While the Bruins stood pat on the opening day of free agency, the teams around them in the Eastern Conference embarked on improvement plans via free agency and trades. More specifically, the Bs Northeast Division foes got bigger, stronger and tougher in what would appear to be a response to the way the Bruins have been roughhousing their way through the division.
The Montreal Canadiens traded for edgy forward Rene Bourque toward the end of last season, and signed agitators Colby Armstrong and Brandon Prust on Sunday.
Granted, Dennis Seidenberg freight-trained Armstrong last season in a game against the Leafs and Prust was hammered by Milan Lucic in front of the Bruins' bench at Madison Square Garden last spring. But both players will make Montreal a grittier physical team than the bunch of Smurf forwards Pierre Gauthier had been rolling out over the last couple of seasons.

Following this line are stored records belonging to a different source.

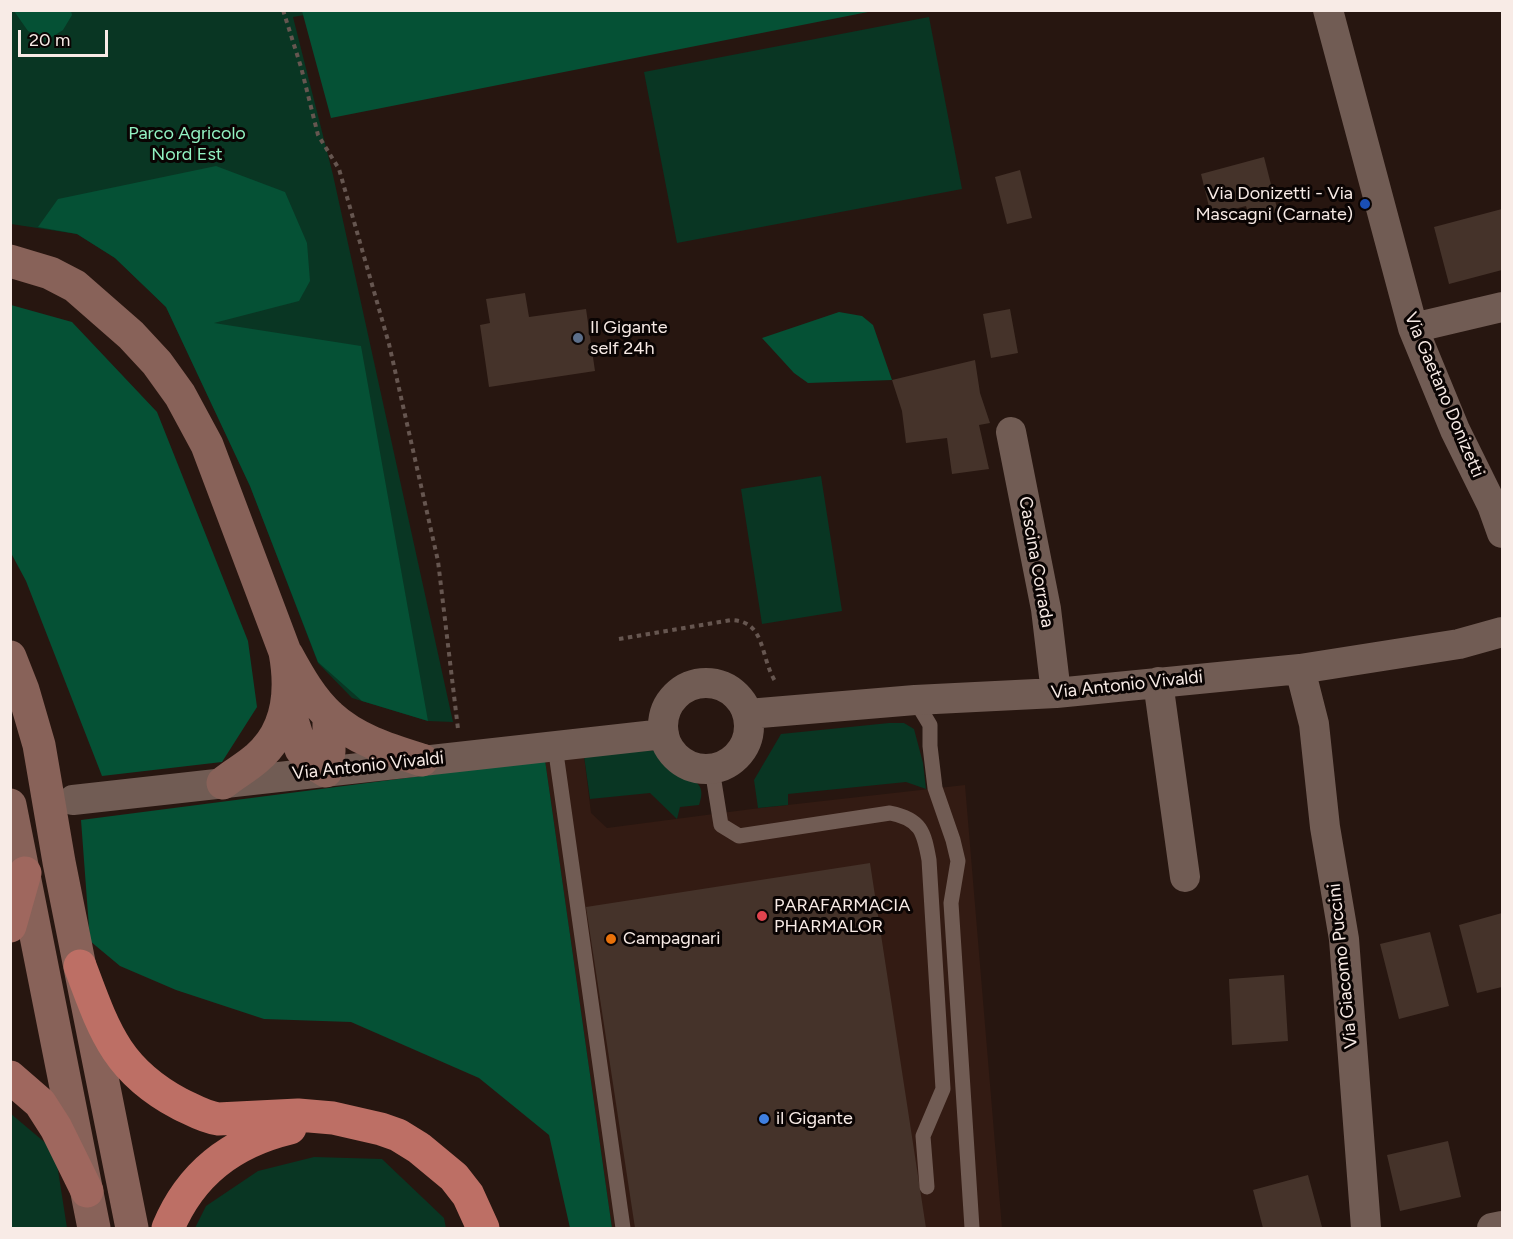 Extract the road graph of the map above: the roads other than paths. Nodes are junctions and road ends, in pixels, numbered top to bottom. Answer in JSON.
{"nodes":[{"id":1,"x":1328,"y":10,"type":"edge"},
{"id":2,"x":10,"y":261,"type":"edge"},
{"id":3,"x":1503,"y":307,"type":"edge"},
{"id":4,"x":1413,"y":328,"type":"junction"},
{"id":5,"x":1011,"y":432,"type":"dead end"},
{"id":6,"x":1503,"y":533,"type":"edge"},
{"id":7,"x":1503,"y":632,"type":"edge"},
{"id":8,"x":285,"y":652,"type":"junction"},
{"id":9,"x":10,"y":657,"type":"edge"},
{"id":10,"x":1300,"y":669,"type":"junction"},
{"id":11,"x":1158,"y":682,"type":"junction"},
{"id":12,"x":1056,"y":693,"type":"junction"},
{"id":13,"x":915,"y":700,"type":"junction"},
{"id":14,"x":287,"y":704,"type":"junction"},
{"id":15,"x":748,"y":714,"type":"junction"},
{"id":16,"x":329,"y":716,"type":"junction"},
{"id":17,"x":664,"y":734,"type":"junction"},
{"id":18,"x":555,"y":746,"type":"junction"},
{"id":19,"x":422,"y":760,"type":"junction"},
{"id":20,"x":712,"y":769,"type":"junction"},
{"id":21,"x":326,"y":771,"type":"junction"},
{"id":22,"x":223,"y":783,"type":"junction"},
{"id":23,"x":73,"y":800,"type":"dead end"},
{"id":24,"x":10,"y":805,"type":"edge"},
{"id":25,"x":25,"y":873,"type":"junction"},
{"id":26,"x":1185,"y":877,"type":"dead end"},
{"id":27,"x":10,"y":926,"type":"edge"},
{"id":28,"x":80,"y":966,"type":"junction"},
{"id":29,"x":10,"y":1077,"type":"edge"},
{"id":30,"x":333,"y":1118,"type":"junction"},
{"id":31,"x":927,"y":1187,"type":"dead end"},
{"id":32,"x":87,"y":1191,"type":"junction"},
{"id":33,"x":1503,"y":1226,"type":"edge"},
{"id":34,"x":94,"y":1228,"type":"edge"},
{"id":35,"x":132,"y":1228,"type":"edge"},
{"id":36,"x":168,"y":1228,"type":"edge"},
{"id":37,"x":483,"y":1228,"type":"edge"},
{"id":38,"x":623,"y":1228,"type":"edge"},
{"id":39,"x":972,"y":1228,"type":"edge"},
{"id":40,"x":1366,"y":1228,"type":"edge"},
{"id":41,"x":1492,"y":1228,"type":"edge"}],
"edges":[{"from":1,"to":4,"type":"street","name":"Via Gaetano Donizetti"},
{"from":2,"to":8,"type":"main road"},
{"from":3,"to":4,"type":"street"},
{"from":4,"to":6,"type":"street","name":"Via Gaetano Donizetti"},
{"from":5,"to":12,"type":"street","name":"Cascina Corrada"},
{"from":7,"to":10,"type":"street","name":"Via Antonio Vivaldi"},
{"from":8,"to":14,"type":"main road"},
{"from":8,"to":16,"type":"main road"},
{"from":9,"to":28,"type":"main road"},
{"from":10,"to":11,"type":"street","name":"Via Antonio Vivaldi"},
{"from":10,"to":40,"type":"street","name":"Via Giacomo Puccini"},
{"from":11,"to":12,"type":"street","name":"Via Antonio Vivaldi"},
{"from":11,"to":26,"type":"street"},
{"from":12,"to":13,"type":"street","name":"Via Antonio Vivaldi"},
{"from":13,"to":15,"type":"street","name":"Via Antonio Vivaldi"},
{"from":13,"to":39,"type":"lane"},
{"from":14,"to":21,"type":"main road"},
{"from":14,"to":22,"type":"main road"},
{"from":15,"to":17,"type":"street"},
{"from":15,"to":20,"type":"street"},
{"from":16,"to":19,"type":"main road"},
{"from":16,"to":21,"type":"main road"},
{"from":17,"to":18,"type":"street","name":"Via Antonio Vivaldi"},
{"from":17,"to":20,"type":"street"},
{"from":18,"to":19,"type":"street","name":"Via Antonio Vivaldi"},
{"from":18,"to":38,"type":"lane"},
{"from":19,"to":21,"type":"street","name":"Via Antonio Vivaldi"},
{"from":20,"to":31,"type":"lane"},
{"from":21,"to":22,"type":"street","name":"Via Antonio Vivaldi"},
{"from":22,"to":23,"type":"street","name":"Via Antonio Vivaldi"},
{"from":24,"to":25,"type":"main road"},
{"from":25,"to":27,"type":"main road"},
{"from":25,"to":32,"type":"main road"},
{"from":28,"to":30,"type":"highway"},
{"from":28,"to":35,"type":"main road"},
{"from":29,"to":32,"type":"main road"},
{"from":30,"to":36,"type":"highway"},
{"from":30,"to":37,"type":"highway"},
{"from":32,"to":34,"type":"main road"},
{"from":33,"to":41,"type":"street"}]}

In Buffalo, the Sabres signed 6-foot-8 brawler John Scott, who isnt much of a defensemen. But hes an intimidating presence willing to fight when hes in the lineup, and he's big enough, strong enough and mean enough to tangle with the baddest of the Bruins. So the Sabres now have somebody willing to stand up to Lucic and Co., something they didnt have last year when the Bs power forward steam-rolled Ryan Miller and derailed Buffalos entire season.
Toronto didnt gain much in the truculence department by letting the oft-injured Armstrong go this weekend, but the Leafs picked up gritty third-line center Jay McClement, who is capable of winning faceoffs and improving last season's moribund penalty kill unit from last season.
Guillaume Latendresse isnt physically intimidating, but does bring a body to an Ottawa Senators team that lost Matt Carkner to the New York Islanders in free agency.
But both the Maple Leafs and the Senators had enough players able to handle themselves when a hockey game turned into an alley fight last season, while the Sabres and Canadiens were noticeably outgunned in those situations with the Bruins.
So the Northeast Division became a rougher place on July 1 than it had previously been, and Bostons effective bullying style has everything to do with it.